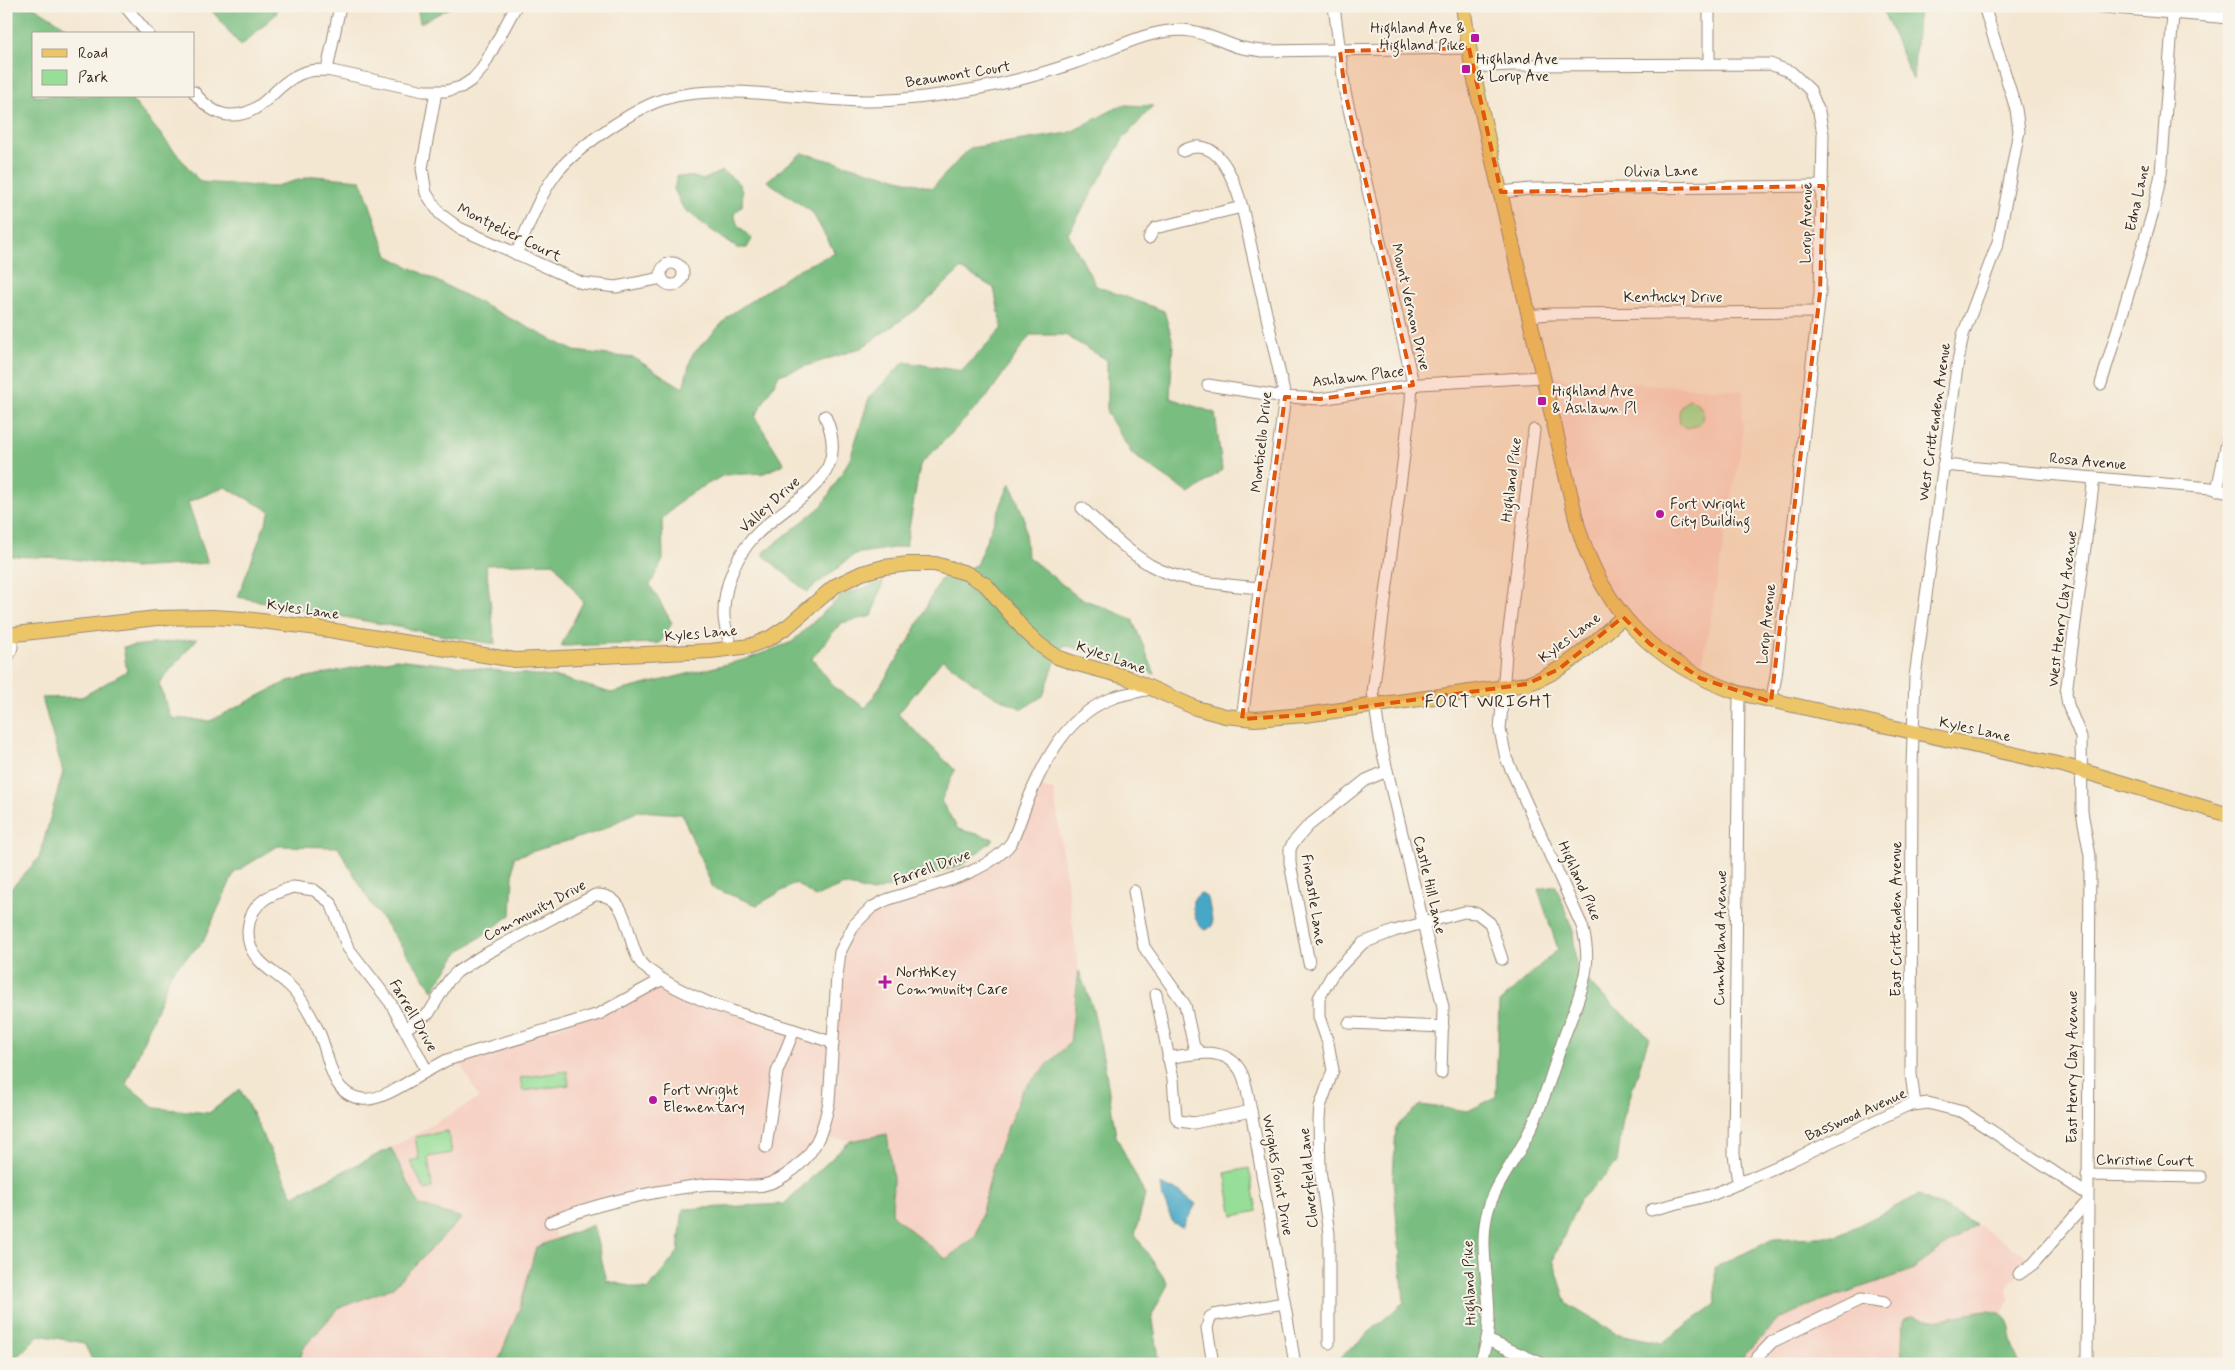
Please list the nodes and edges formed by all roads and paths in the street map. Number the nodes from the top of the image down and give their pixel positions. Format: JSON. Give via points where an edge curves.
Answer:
{"nodes":[{"id":1,"x":125,"y":6,"type":"edge"},
{"id":2,"x":340,"y":6,"type":"edge"},
{"id":3,"x":516,"y":6,"type":"edge"},
{"id":4,"x":1334,"y":6,"type":"edge"},
{"id":5,"x":1463,"y":6,"type":"edge"},
{"id":6,"x":1709,"y":6,"type":"edge"},
{"id":7,"x":1984,"y":6,"type":"edge"},
{"id":8,"x":2092,"y":6,"type":"edge"},
{"id":9,"x":2173,"y":14,"type":"junction"},
{"id":10,"x":2229,"y":18,"type":"edge"},
{"id":11,"x":146,"y":32,"type":"edge"},
{"id":12,"x":1469,"y":48,"type":"junction"},
{"id":13,"x":1340,"y":51,"type":"junction"},
{"id":14,"x":1709,"y":64,"type":"junction"},
{"id":15,"x":1472,"y":67,"type":"junction"},
{"id":16,"x":326,"y":70,"type":"junction"},
{"id":17,"x":436,"y":92,"type":"junction"},
{"id":18,"x":195,"y":93,"type":"edge"},
{"id":19,"x":1183,"y":151,"type":"dead end"},
{"id":20,"x":1823,"y":186,"type":"junction"},
{"id":21,"x":1501,"y":192,"type":"junction"},
{"id":22,"x":1242,"y":207,"type":"junction"},
{"id":23,"x":1149,"y":238,"type":"dead end"},
{"id":24,"x":516,"y":254,"type":"junction"},
{"id":25,"x":662,"y":278,"type":"dead end"},
{"id":26,"x":1818,"y":312,"type":"junction"},
{"id":27,"x":1528,"y":316,"type":"junction"},
{"id":28,"x":1542,"y":377,"type":"junction"},
{"id":29,"x":2101,"y":384,"type":"dead end"},
{"id":30,"x":1208,"y":385,"type":"dead end"},
{"id":31,"x":1412,"y":386,"type":"junction"},
{"id":32,"x":1285,"y":397,"type":"junction"},
{"id":33,"x":825,"y":416,"type":"dead end"},
{"id":34,"x":1534,"y":430,"type":"dead end"},
{"id":35,"x":2229,"y":433,"type":"edge"},
{"id":36,"x":1943,"y":465,"type":"junction"},
{"id":37,"x":2094,"y":478,"type":"junction"},
{"id":38,"x":2217,"y":490,"type":"junction"},
{"id":39,"x":2229,"y":492,"type":"edge"},
{"id":40,"x":1082,"y":508,"type":"dead end"},
{"id":41,"x":1259,"y":588,"type":"junction"},
{"id":42,"x":1623,"y":617,"type":"junction"},
{"id":43,"x":9,"y":634,"type":"edge"},
{"id":44,"x":732,"y":649,"type":"junction"},
{"id":45,"x":6,"y":663,"type":"edge"},
{"id":46,"x":1504,"y":688,"type":"junction"},
{"id":47,"x":1150,"y":689,"type":"junction"},
{"id":48,"x":1739,"y":694,"type":"junction"},
{"id":49,"x":1771,"y":702,"type":"junction"},
{"id":50,"x":1374,"y":706,"type":"junction"},
{"id":51,"x":1242,"y":719,"type":"junction"},
{"id":52,"x":1914,"y":734,"type":"junction"},
{"id":53,"x":1387,"y":771,"type":"junction"},
{"id":54,"x":2083,"y":771,"type":"junction"},
{"id":55,"x":2229,"y":815,"type":"edge"},
{"id":56,"x":1134,"y":891,"type":"dead end"},
{"id":57,"x":1422,"y":924,"type":"junction"},
{"id":58,"x":1502,"y":959,"type":"dead end"},
{"id":59,"x":1309,"y":963,"type":"dead end"},
{"id":60,"x":661,"y":980,"type":"junction"},
{"id":61,"x":1156,"y":994,"type":"dead end"},
{"id":62,"x":1348,"y":1023,"type":"dead end"},
{"id":63,"x":1443,"y":1027,"type":"junction"},
{"id":64,"x":405,"y":1029,"type":"junction"},
{"id":65,"x":794,"y":1030,"type":"junction"},
{"id":66,"x":833,"y":1043,"type":"junction"},
{"id":67,"x":1200,"y":1052,"type":"junction"},
{"id":68,"x":1168,"y":1058,"type":"junction"},
{"id":69,"x":427,"y":1072,"type":"junction"},
{"id":70,"x":1441,"y":1073,"type":"dead end"},
{"id":71,"x":1915,"y":1104,"type":"junction"},
{"id":72,"x":1251,"y":1111,"type":"junction"},
{"id":73,"x":766,"y":1147,"type":"dead end"},
{"id":74,"x":2088,"y":1175,"type":"junction"},
{"id":75,"x":2201,"y":1177,"type":"dead end"},
{"id":76,"x":1740,"y":1183,"type":"junction"},
{"id":77,"x":2087,"y":1198,"type":"junction"},
{"id":78,"x":1651,"y":1210,"type":"dead end"},
{"id":79,"x":550,"y":1222,"type":"dead end"},
{"id":80,"x":2019,"y":1274,"type":"dead end"},
{"id":81,"x":1284,"y":1303,"type":"junction"},
{"id":82,"x":1884,"y":1304,"type":"dead end"},
{"id":83,"x":1487,"y":1340,"type":"junction"},
{"id":84,"x":1329,"y":1343,"type":"dead end"},
{"id":85,"x":1214,"y":1364,"type":"edge"},
{"id":86,"x":1295,"y":1364,"type":"edge"},
{"id":87,"x":1479,"y":1364,"type":"edge"},
{"id":88,"x":1543,"y":1364,"type":"edge"},
{"id":89,"x":1751,"y":1364,"type":"edge"},
{"id":90,"x":2087,"y":1364,"type":"edge"}],
"edges":[{"from":1,"to":11,"type":"street"},
{"from":2,"to":16,"type":"street"},
{"from":3,"to":17,"type":"street","via":[[474,79],[461,87]]},
{"from":4,"to":13,"type":"street","name":"Mount Vernon Drive"},
{"from":5,"to":12,"type":"main road"},
{"from":6,"to":14,"type":"street"},
{"from":7,"to":36,"type":"street","name":"West Crittenden Avenue","via":[[2016,109],[2019,132],[1997,247],[1963,335]]},
{"from":8,"to":9,"type":"street"},
{"from":9,"to":10,"type":"street"},
{"from":9,"to":29,"type":"street","name":"Edna Lane","via":[[2159,183]]},
{"from":12,"to":13,"type":"street","name":"Beaumont Court"},
{"from":12,"to":15,"type":"main road"},
{"from":13,"to":24,"type":"street","name":"Beaumont Court","via":[[1263,52],[1240,48],[1196,32],[1167,31],[1026,78],[919,98],[845,101],[721,92],[672,97],[638,111],[565,163],[546,188]]},
{"from":13,"to":31,"type":"street","name":"Mount Vernon Drive","via":[[1345,92]]},
{"from":14,"to":15,"type":"street","name":"Lorup Avenue"},
{"from":14,"to":20,"type":"street","name":"Lorup Avenue","via":[[1770,64],[1782,67],[1800,79],[1810,90],[1819,112],[1823,134]]},
{"from":15,"to":21,"type":"main road"},
{"from":16,"to":17,"type":"street"},
{"from":16,"to":18,"type":"street","via":[[299,74],[252,112],[235,115],[209,108]]},
{"from":17,"to":24,"type":"street","name":"Montpelier Court","via":[[422,168],[426,193],[440,214],[449,221]]},
{"from":19,"to":22,"type":"street","name":"Monticello Drive","via":[[1201,146],[1216,154],[1233,178]]},
{"from":20,"to":21,"type":"street","name":"Olivia Lane","via":[[1531,188]]},
{"from":20,"to":26,"type":"street","name":"Lorup Avenue"},
{"from":21,"to":27,"type":"main road"},
{"from":22,"to":23,"type":"street","via":[[1155,228]]},
{"from":22,"to":32,"type":"street","name":"Monticello Drive"},
{"from":24,"to":25,"type":"street","name":"Montpelier Court","via":[[593,286],[629,286]]},
{"from":26,"to":27,"type":"street","name":"Kentucky Drive"},
{"from":26,"to":49,"type":"street","name":"Lorup Avenue"},
{"from":27,"to":28,"type":"main road"},
{"from":28,"to":31,"type":"street","name":"Ashlawn Place"},
{"from":28,"to":42,"type":"main road","via":[[1585,550],[1600,583]]},
{"from":30,"to":32,"type":"street","name":"Ashlawn Place"},
{"from":31,"to":32,"type":"street","name":"Ashlawn Place","via":[[1320,398]]},
{"from":31,"to":50,"type":"street","name":"Mount Vernon Drive"},
{"from":32,"to":41,"type":"street","name":"Monticello Drive"},
{"from":33,"to":44,"type":"street","name":"Valley Drive","via":[[831,430],[833,456],[824,475],[749,542],[733,570],[724,615]]},
{"from":34,"to":46,"type":"street","name":"Highland Pike"},
{"from":35,"to":38,"type":"street"},
{"from":36,"to":37,"type":"street","name":"Rosa Avenue"},
{"from":36,"to":52,"type":"street","name":"West Crittenden Avenue","via":[[1915,677]]},
{"from":37,"to":38,"type":"street","name":"Rosa Avenue"},
{"from":37,"to":54,"type":"street","name":"West Henry Clay Avenue","via":[[2066,693],[2081,737]]},
{"from":38,"to":39,"type":"street","name":"Rosa Avenue"},
{"from":40,"to":41,"type":"street","via":[[1135,555],[1165,572],[1202,581]]},
{"from":41,"to":51,"type":"street","name":"Monticello Drive"},
{"from":42,"to":46,"type":"main road","name":"Kyles Lane","via":[[1548,676]]},
{"from":42,"to":48,"type":"main road","name":"Kyles Lane","via":[[1680,667]]},
{"from":43,"to":44,"type":"main road","name":"Kyles Lane","via":[[157,618],[212,617],[310,626],[515,660]]},
{"from":43,"to":45,"type":"street","via":[[12,647]]},
{"from":44,"to":47,"type":"main road","name":"Kyles Lane","via":[[770,638],[835,586],[862,573],[884,567],[935,564],[966,573],[986,585],[1025,631],[1057,656],[1126,677]]},
{"from":46,"to":50,"type":"main road","name":"Kyles Lane"},
{"from":46,"to":83,"type":"street","name":"Highland Pike","via":[[1500,730],[1506,758],[1576,911],[1586,941],[1587,956],[1578,997],[1539,1111],[1488,1210],[1485,1240]]},
{"from":47,"to":51,"type":"main road","name":"Kyles Lane","via":[[1196,708]]},
{"from":47,"to":66,"type":"street","name":"Farrell Drive","via":[[1111,698],[1084,714],[1068,729],[1048,757],[1012,842],[988,863],[884,901],[871,908],[854,925],[840,952]]},
{"from":48,"to":49,"type":"main road","name":"Kyles Lane"},
{"from":48,"to":76,"type":"street","name":"Cumberland Avenue","via":[[1734,1154]]},
{"from":49,"to":52,"type":"main road","name":"Kyles Lane"},
{"from":50,"to":51,"type":"main road","name":"Kyles Lane","via":[[1270,719]]},
{"from":50,"to":53,"type":"street","name":"Castle Hill Lane"},
{"from":52,"to":54,"type":"main road","name":"Kyles Lane"},
{"from":52,"to":71,"type":"street","name":"East Crittenden Avenue","via":[[1912,1074]]},
{"from":53,"to":57,"type":"street","name":"Castle Hill Lane"},
{"from":53,"to":59,"type":"street","name":"Fincastle Lane","via":[[1366,780],[1308,826],[1290,849]]},
{"from":54,"to":55,"type":"main road","name":"Kyles Lane"},
{"from":54,"to":74,"type":"street","name":"East Henry Clay Avenue","via":[[2082,812],[2090,856]]},
{"from":56,"to":67,"type":"street","via":[[1144,947],[1185,1005],[1194,1047]]},
{"from":57,"to":58,"type":"street","name":"Cloverfield Lane","via":[[1464,912],[1477,914],[1490,923]]},
{"from":57,"to":63,"type":"street","name":"Castle Hill Lane","via":[[1443,1007]]},
{"from":57,"to":84,"type":"street","name":"Cloverfield Lane","via":[[1363,943],[1332,975],[1319,998],[1319,1017],[1333,1070],[1319,1119],[1320,1170],[1329,1234]]},
{"from":60,"to":64,"type":"street","name":"Community Drive","via":[[637,957],[619,907],[605,894],[595,895],[457,972],[429,1013]]},
{"from":60,"to":65,"type":"street","via":[[710,1004]]},
{"from":60,"to":69,"type":"street","name":"Farrell Drive","via":[[599,1014],[448,1060]]},
{"from":61,"to":68,"type":"street"},
{"from":62,"to":63,"type":"street"},
{"from":63,"to":70,"type":"street","name":"Castle Hill Lane"},
{"from":64,"to":69,"type":"street","name":"Farrell Drive"},
{"from":64,"to":69,"type":"street","name":"Farrell Drive","via":[[381,988],[348,948],[336,912],[324,896],[307,887],[294,887],[271,895],[252,914],[248,937],[250,946],[263,964],[297,994],[323,1040],[335,1082],[344,1092],[361,1099],[379,1097]]},
{"from":65,"to":66,"type":"street"},
{"from":65,"to":73,"type":"street","via":[[777,1072]]},
{"from":66,"to":79,"type":"street","name":"Farrell Drive","via":[[829,1102],[819,1139],[808,1157],[782,1178],[757,1186],[703,1185],[611,1203]]},
{"from":67,"to":68,"type":"street","name":"Wrights Point Drive"},
{"from":67,"to":72,"type":"street","name":"Wrights Point Drive","via":[[1225,1057],[1240,1070]]},
{"from":68,"to":72,"type":"street","via":[[1178,1120],[1194,1123]]},
{"from":71,"to":76,"type":"street","name":"Basswood Avenue"},
{"from":71,"to":77,"type":"street","name":"Basswood Avenue","via":[[1940,1104],[1963,1112]]},
{"from":72,"to":81,"type":"street","name":"Wrights Point Drive"},
{"from":74,"to":75,"type":"street","name":"Christine Court"},
{"from":74,"to":77,"type":"street","name":"East Henry Clay Avenue"},
{"from":76,"to":78,"type":"street","name":"Basswood Avenue","via":[[1714,1194]]},
{"from":77,"to":80,"type":"street","via":[[2033,1264]]},
{"from":77,"to":90,"type":"street","name":"East Henry Clay Avenue"},
{"from":81,"to":85,"type":"street","via":[[1210,1317],[1207,1328]]},
{"from":81,"to":86,"type":"street","name":"Wrights Point Drive"},
{"from":82,"to":89,"type":"street","via":[[1861,1299],[1772,1342]]},
{"from":83,"to":87,"type":"street","name":"Highland Pike"},
{"from":83,"to":88,"type":"street"}]}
┄┄┄┄┄┄
Locate and copy each line in the data above that includes the word "Lorup".

{"from":14,"to":15,"type":"street","name":"Lorup Avenue"},
{"from":14,"to":20,"type":"street","name":"Lorup Avenue","via":[[1770,64],[1782,67],[1800,79],[1810,90],[1819,112],[1823,134]]},
{"from":20,"to":26,"type":"street","name":"Lorup Avenue"},
{"from":26,"to":49,"type":"street","name":"Lorup Avenue"},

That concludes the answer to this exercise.